REQUIRED ACTION: So that nothing is lost, write out all the lines below exactly.

== Segment start ==

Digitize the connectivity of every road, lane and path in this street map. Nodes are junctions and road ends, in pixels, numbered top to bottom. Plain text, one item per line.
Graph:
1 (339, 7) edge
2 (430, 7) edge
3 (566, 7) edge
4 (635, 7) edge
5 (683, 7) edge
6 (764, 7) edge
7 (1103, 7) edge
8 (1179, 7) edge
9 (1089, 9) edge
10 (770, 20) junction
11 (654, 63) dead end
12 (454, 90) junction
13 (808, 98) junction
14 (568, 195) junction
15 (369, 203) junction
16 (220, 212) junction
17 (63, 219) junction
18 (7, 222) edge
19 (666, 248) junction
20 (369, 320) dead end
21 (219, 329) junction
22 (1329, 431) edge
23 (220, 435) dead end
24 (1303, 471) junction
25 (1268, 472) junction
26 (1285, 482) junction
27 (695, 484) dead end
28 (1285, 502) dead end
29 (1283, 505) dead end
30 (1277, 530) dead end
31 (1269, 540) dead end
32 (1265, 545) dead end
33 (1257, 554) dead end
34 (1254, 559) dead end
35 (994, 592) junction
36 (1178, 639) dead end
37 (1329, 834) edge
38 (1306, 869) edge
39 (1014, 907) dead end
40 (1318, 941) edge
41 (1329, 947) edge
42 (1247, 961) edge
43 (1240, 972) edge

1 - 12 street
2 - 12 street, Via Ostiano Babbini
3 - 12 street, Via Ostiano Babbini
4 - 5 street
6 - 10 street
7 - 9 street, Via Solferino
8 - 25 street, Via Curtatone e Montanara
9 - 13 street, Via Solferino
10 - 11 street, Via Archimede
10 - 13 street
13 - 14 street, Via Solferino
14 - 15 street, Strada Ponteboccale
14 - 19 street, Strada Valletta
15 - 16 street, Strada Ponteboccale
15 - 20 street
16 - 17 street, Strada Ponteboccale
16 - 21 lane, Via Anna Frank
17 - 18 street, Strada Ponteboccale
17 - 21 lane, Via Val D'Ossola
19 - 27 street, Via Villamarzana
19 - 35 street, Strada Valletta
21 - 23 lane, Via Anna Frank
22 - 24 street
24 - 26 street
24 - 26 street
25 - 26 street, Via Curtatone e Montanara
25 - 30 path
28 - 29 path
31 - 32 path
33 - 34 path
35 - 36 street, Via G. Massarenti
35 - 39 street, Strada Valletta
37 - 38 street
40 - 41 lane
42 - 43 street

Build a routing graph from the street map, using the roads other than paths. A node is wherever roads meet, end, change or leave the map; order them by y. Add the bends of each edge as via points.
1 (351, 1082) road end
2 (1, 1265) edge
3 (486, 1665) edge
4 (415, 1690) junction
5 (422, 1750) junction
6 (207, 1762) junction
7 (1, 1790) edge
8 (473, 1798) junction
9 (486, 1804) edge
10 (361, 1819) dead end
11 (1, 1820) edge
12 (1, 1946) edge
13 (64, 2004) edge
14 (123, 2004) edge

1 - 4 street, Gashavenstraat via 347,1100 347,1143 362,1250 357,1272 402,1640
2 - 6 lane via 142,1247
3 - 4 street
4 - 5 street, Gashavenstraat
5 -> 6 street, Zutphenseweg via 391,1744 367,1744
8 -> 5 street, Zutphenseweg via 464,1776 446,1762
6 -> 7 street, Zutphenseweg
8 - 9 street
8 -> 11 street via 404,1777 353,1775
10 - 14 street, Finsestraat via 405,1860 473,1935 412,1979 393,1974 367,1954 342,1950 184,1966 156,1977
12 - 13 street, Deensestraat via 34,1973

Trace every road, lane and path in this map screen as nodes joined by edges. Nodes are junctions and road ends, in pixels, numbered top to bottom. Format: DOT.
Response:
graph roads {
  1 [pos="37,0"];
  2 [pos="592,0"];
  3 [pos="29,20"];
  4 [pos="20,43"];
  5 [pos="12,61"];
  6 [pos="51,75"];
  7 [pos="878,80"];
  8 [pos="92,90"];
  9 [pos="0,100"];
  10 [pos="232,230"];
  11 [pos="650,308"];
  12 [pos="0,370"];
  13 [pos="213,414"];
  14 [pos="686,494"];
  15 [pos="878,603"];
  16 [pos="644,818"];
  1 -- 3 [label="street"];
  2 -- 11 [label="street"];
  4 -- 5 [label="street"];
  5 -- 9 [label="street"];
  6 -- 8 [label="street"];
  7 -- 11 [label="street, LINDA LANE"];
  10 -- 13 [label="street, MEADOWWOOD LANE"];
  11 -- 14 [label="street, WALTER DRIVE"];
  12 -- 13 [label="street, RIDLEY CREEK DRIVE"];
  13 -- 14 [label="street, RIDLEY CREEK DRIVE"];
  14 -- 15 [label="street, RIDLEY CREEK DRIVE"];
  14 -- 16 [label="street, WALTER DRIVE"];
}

== Segment end ==

RESPONSE AREA:
Digitize the connectivity of every road, lane and path in this street map. Nodes are junctions and road ends, in pixels, numbered top to bottom. Plain text, one item per line.
Graph:
1 (339, 7) edge
2 (430, 7) edge
3 (566, 7) edge
4 (635, 7) edge
5 (683, 7) edge
6 (764, 7) edge
7 (1103, 7) edge
8 (1179, 7) edge
9 (1089, 9) edge
10 (770, 20) junction
11 (654, 63) dead end
12 (454, 90) junction
13 (808, 98) junction
14 (568, 195) junction
15 (369, 203) junction
16 (220, 212) junction
17 (63, 219) junction
18 (7, 222) edge
19 (666, 248) junction
20 (369, 320) dead end
21 (219, 329) junction
22 (1329, 431) edge
23 (220, 435) dead end
24 (1303, 471) junction
25 (1268, 472) junction
26 (1285, 482) junction
27 (695, 484) dead end
28 (1285, 502) dead end
29 (1283, 505) dead end
30 (1277, 530) dead end
31 (1269, 540) dead end
32 (1265, 545) dead end
33 (1257, 554) dead end
34 (1254, 559) dead end
35 (994, 592) junction
36 (1178, 639) dead end
37 (1329, 834) edge
38 (1306, 869) edge
39 (1014, 907) dead end
40 (1318, 941) edge
41 (1329, 947) edge
42 (1247, 961) edge
43 (1240, 972) edge

1 - 12 street
2 - 12 street, Via Ostiano Babbini
3 - 12 street, Via Ostiano Babbini
4 - 5 street
6 - 10 street
7 - 9 street, Via Solferino
8 - 25 street, Via Curtatone e Montanara
9 - 13 street, Via Solferino
10 - 11 street, Via Archimede
10 - 13 street
13 - 14 street, Via Solferino
14 - 15 street, Strada Ponteboccale
14 - 19 street, Strada Valletta
15 - 16 street, Strada Ponteboccale
15 - 20 street
16 - 17 street, Strada Ponteboccale
16 - 21 lane, Via Anna Frank
17 - 18 street, Strada Ponteboccale
17 - 21 lane, Via Val D'Ossola
19 - 27 street, Via Villamarzana
19 - 35 street, Strada Valletta
21 - 23 lane, Via Anna Frank
22 - 24 street
24 - 26 street
24 - 26 street
25 - 26 street, Via Curtatone e Montanara
25 - 30 path
28 - 29 path
31 - 32 path
33 - 34 path
35 - 36 street, Via G. Massarenti
35 - 39 street, Strada Valletta
37 - 38 street
40 - 41 lane
42 - 43 street

Build a routing graph from the street map, using the roads other than paths. A node is wherever roads meet, end, change or leave the map; order them by y. Add the bends of each edge as via points.
1 (351, 1082) road end
2 (1, 1265) edge
3 (486, 1665) edge
4 (415, 1690) junction
5 (422, 1750) junction
6 (207, 1762) junction
7 (1, 1790) edge
8 (473, 1798) junction
9 (486, 1804) edge
10 (361, 1819) dead end
11 (1, 1820) edge
12 (1, 1946) edge
13 (64, 2004) edge
14 (123, 2004) edge

1 - 4 street, Gashavenstraat via 347,1100 347,1143 362,1250 357,1272 402,1640
2 - 6 lane via 142,1247
3 - 4 street
4 - 5 street, Gashavenstraat
5 -> 6 street, Zutphenseweg via 391,1744 367,1744
8 -> 5 street, Zutphenseweg via 464,1776 446,1762
6 -> 7 street, Zutphenseweg
8 - 9 street
8 -> 11 street via 404,1777 353,1775
10 - 14 street, Finsestraat via 405,1860 473,1935 412,1979 393,1974 367,1954 342,1950 184,1966 156,1977
12 - 13 street, Deensestraat via 34,1973

Trace every road, lane and path in this map screen as nodes joined by edges. Nodes are junctions and road ends, in pixels, numbered top to bottom. Format: DOT.
Response:
graph roads {
  1 [pos="37,0"];
  2 [pos="592,0"];
  3 [pos="29,20"];
  4 [pos="20,43"];
  5 [pos="12,61"];
  6 [pos="51,75"];
  7 [pos="878,80"];
  8 [pos="92,90"];
  9 [pos="0,100"];
  10 [pos="232,230"];
  11 [pos="650,308"];
  12 [pos="0,370"];
  13 [pos="213,414"];
  14 [pos="686,494"];
  15 [pos="878,603"];
  16 [pos="644,818"];
  1 -- 3 [label="street"];
  2 -- 11 [label="street"];
  4 -- 5 [label="street"];
  5 -- 9 [label="street"];
  6 -- 8 [label="street"];
  7 -- 11 [label="street, LINDA LANE"];
  10 -- 13 [label="street, MEADOWWOOD LANE"];
  11 -- 14 [label="street, WALTER DRIVE"];
  12 -- 13 [label="street, RIDLEY CREEK DRIVE"];
  13 -- 14 [label="street, RIDLEY CREEK DRIVE"];
  14 -- 15 [label="street, RIDLEY CREEK DRIVE"];
  14 -- 16 [label="street, WALTER DRIVE"];
}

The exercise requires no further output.